Class SamFileHeaderMerger


  • public class SamFileHeaderMerger
    extends Object
    Merges SAMFileHeaders that have the same sequences into a single merged header object while providing read group translation for cases where read groups clash across input headers.
    • Constructor Detail

      • SamFileHeaderMerger

        public SamFileHeaderMerger​(SAMFileHeader.SortOrder sortOrder,
                                   Collection<SAMFileHeader> headers,
                                   boolean mergeDictionaries)
        Create SAMFileHeader with additional information.. This is the preferred constructor.
        Parameters:
        sortOrder - sort order new header should have
        headers - sam file headers to combine
        mergeDictionaries - If true, merge sequence dictionaries in new header.

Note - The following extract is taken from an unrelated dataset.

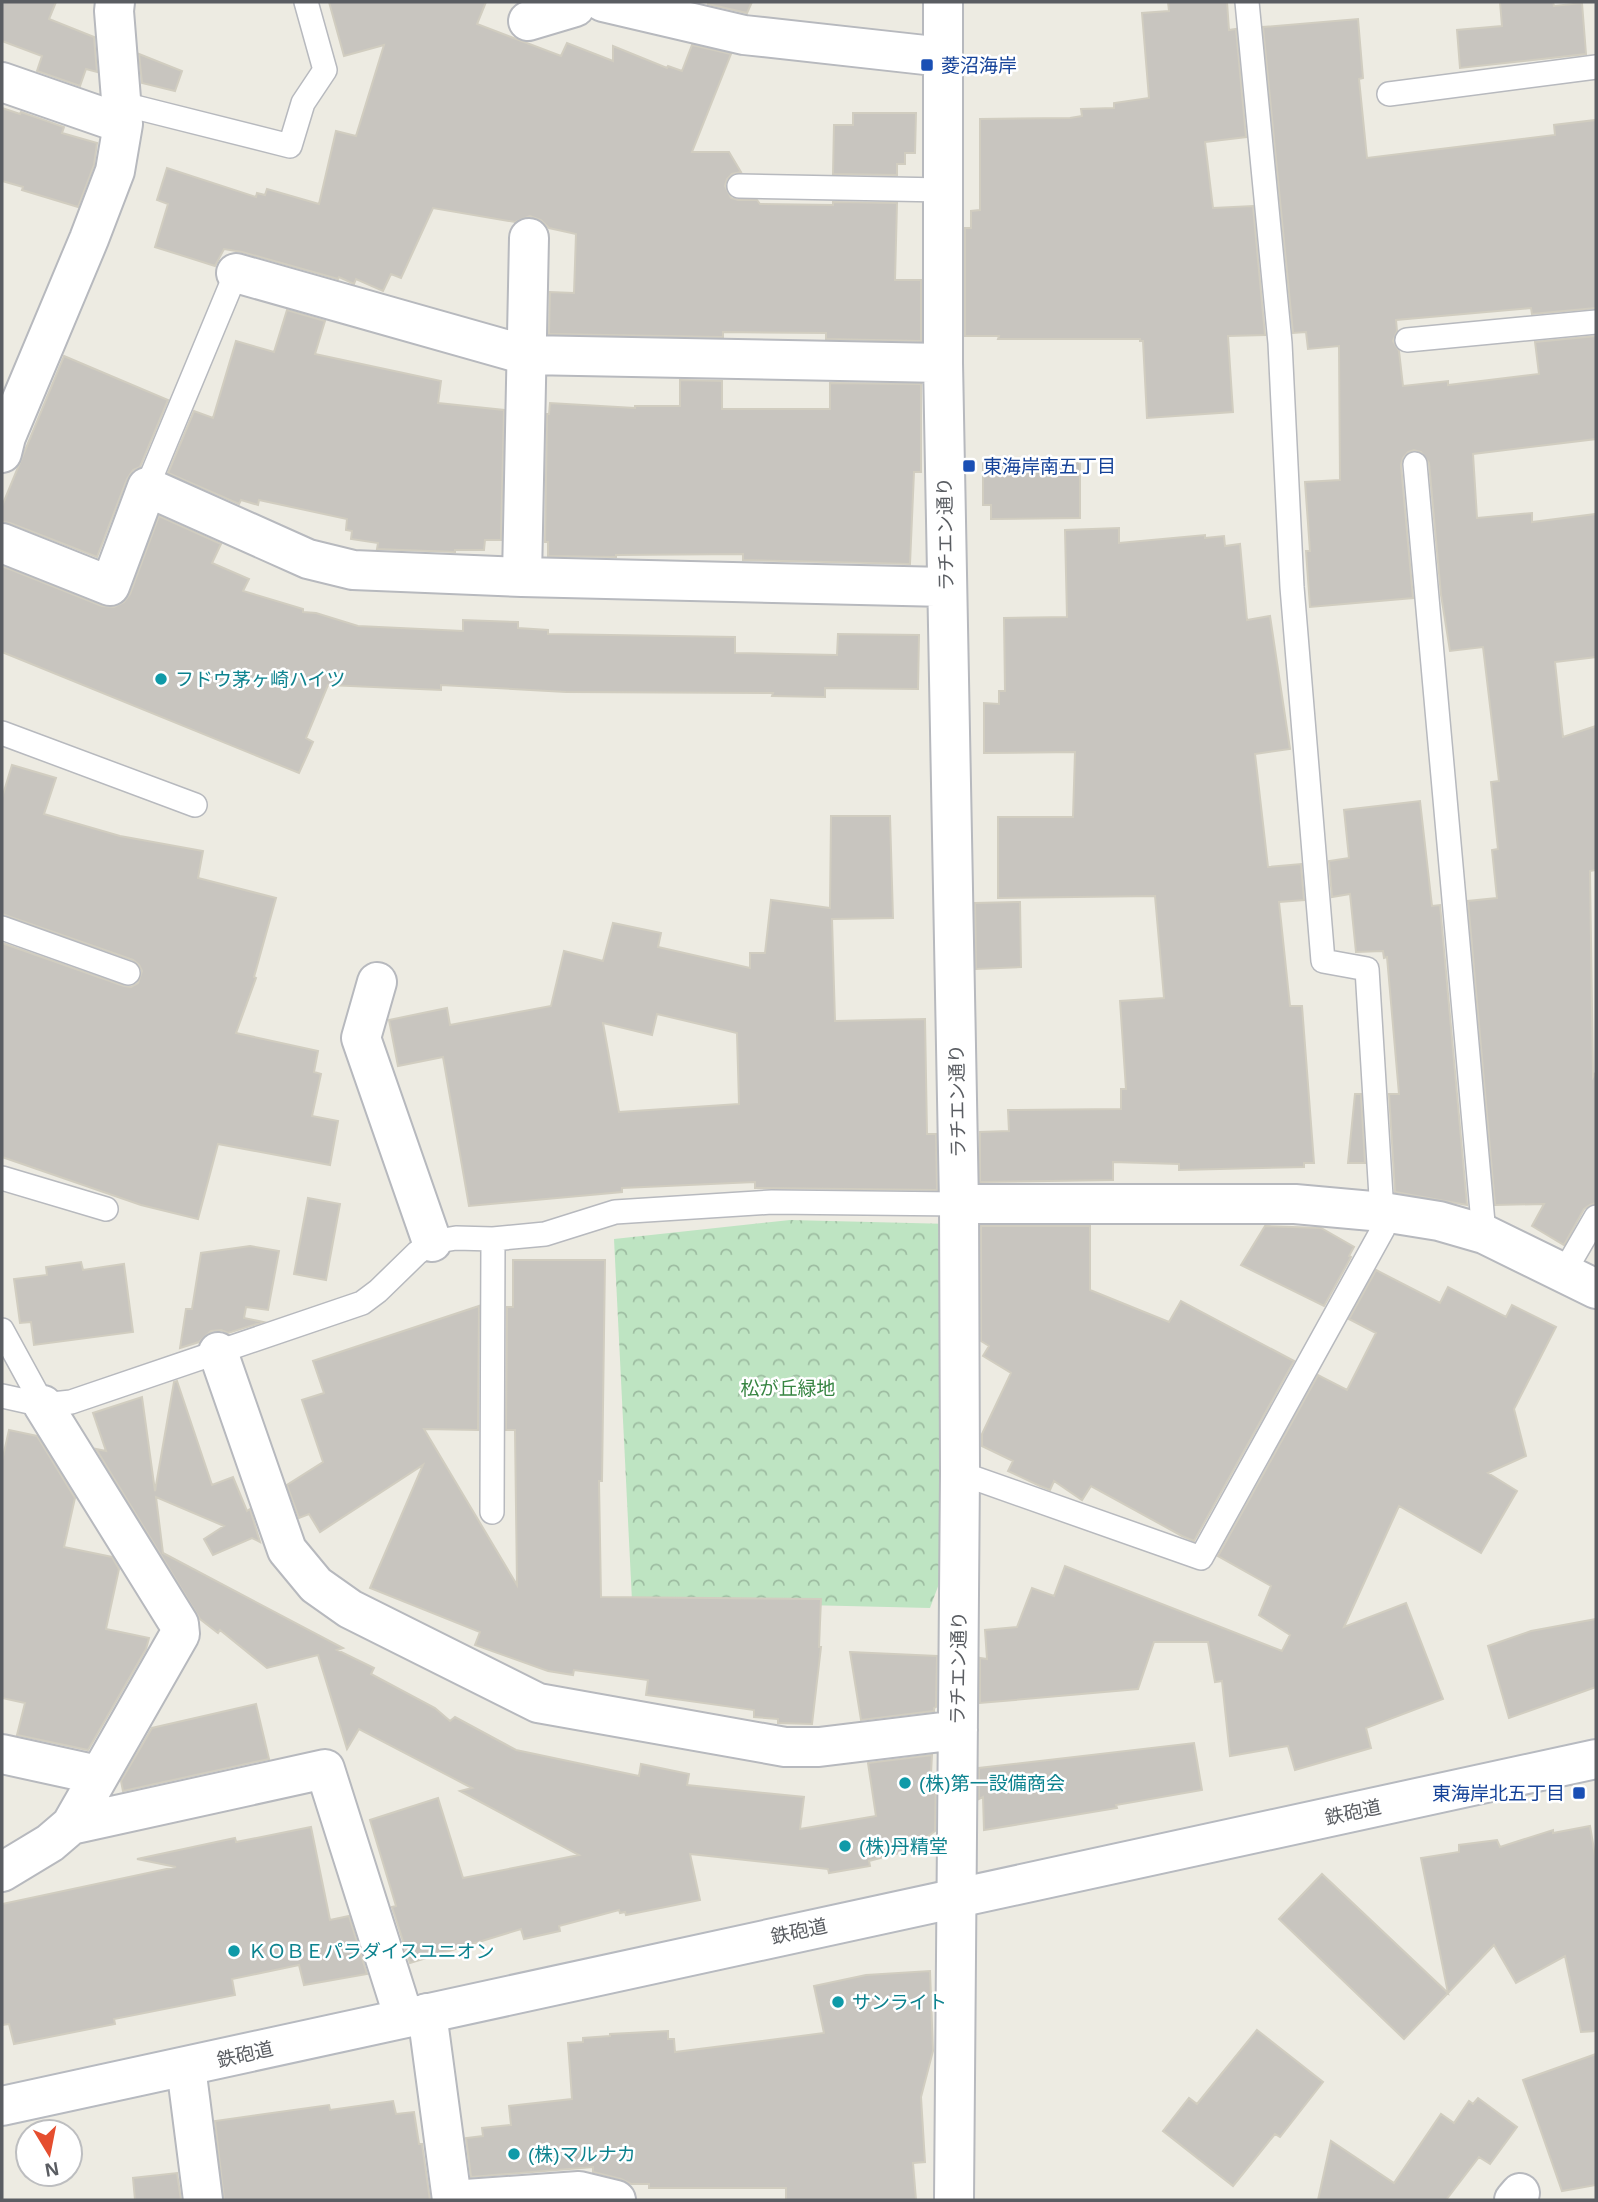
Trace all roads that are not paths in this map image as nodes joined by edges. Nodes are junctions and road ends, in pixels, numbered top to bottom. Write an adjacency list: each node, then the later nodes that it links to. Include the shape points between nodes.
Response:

If false, require that all input sequence dictionaries be identical.
    • Method Detail

      • positiveFourDigitBase36Str

        public static String positiveFourDigitBase36Str​(int leftOver)
        Convert an integer to base36, protected solely for testing
        Parameters:
        leftOver - Both the initial value and the running quotient
        Returns:
        A four digit string composed of base 36 symbols
      • getReadGroupId

        public String getReadGroupId​(SAMFileHeader header,
                                     String originalReadGroupId)
        Returns the read group id that should be used for the input read and RG id.
      • getProgramGroupId

        @Deprecated
        public String getProgramGroupId​(SamReader reader,
                                        String originalProgramGroupId)
        Parameters:
        reader - one of the input files
        originalProgramGroupId - a program group ID from the above input file
        Returns:
        new ID from the merged list of program groups in the output file
      • getProgramGroupId

        public String getProgramGroupId​(SAMFileHeader header,
                                        String originalProgramGroupId)
        Parameters:
        header - one of the input headers
        originalProgramGroupId - a program group ID from the above input file
        Returns:
        new ID from the merged list of program groups in the output file
      • hasReadGroupCollisions

        public boolean hasReadGroupCollisions()
        Returns true if there are read group duplicates within the merged headers.
      • hasProgramGroupCollisions

        public boolean hasProgramGroupCollisions()
        Returns true if there are program group duplicates within the merged headers.
      • hasMergedSequenceDictionary

        public boolean hasMergedSequenceDictionary()
        Returns:
        if we've merged the sequence dictionaries, return true
      • getMergedHeader

        public SAMFileHeader getMergedHeader()
        Returns the merged header that should be written to any output merged file.
      • getHeaders

        public Collection<SAMFileHeader> getHeaders()
        Returns the collection of readers that this header merger is working with.
      • getMergedSequenceIndex

        @Deprecated
        public Integer getMergedSequenceIndex​(SamReader reader,
                                              Integer oldReferenceSequenceIndex)
        returns the new mapping for a specified reader, given it's old sequence index
        Parameters:
        reader - the reader
        oldReferenceSequenceIndex - the old sequence (also called reference) index
        Returns:
        the new index value
      • getMergedSequenceIndex

        public Integer getMergedSequenceIndex​(SAMFileHeader header,
                                              Integer oldReferenceSequenceIndex)
        Another mechanism for getting the new sequence index, for situations in which the reader is not available. Note that if the SAMRecord has already had its header replaced with the merged header, this won't work.
        Parameters:
        header - The original header for the input record in question.
        oldReferenceSequenceIndex - The original sequence index.
        Returns:
        the new index value that is compatible with the merged sequence index.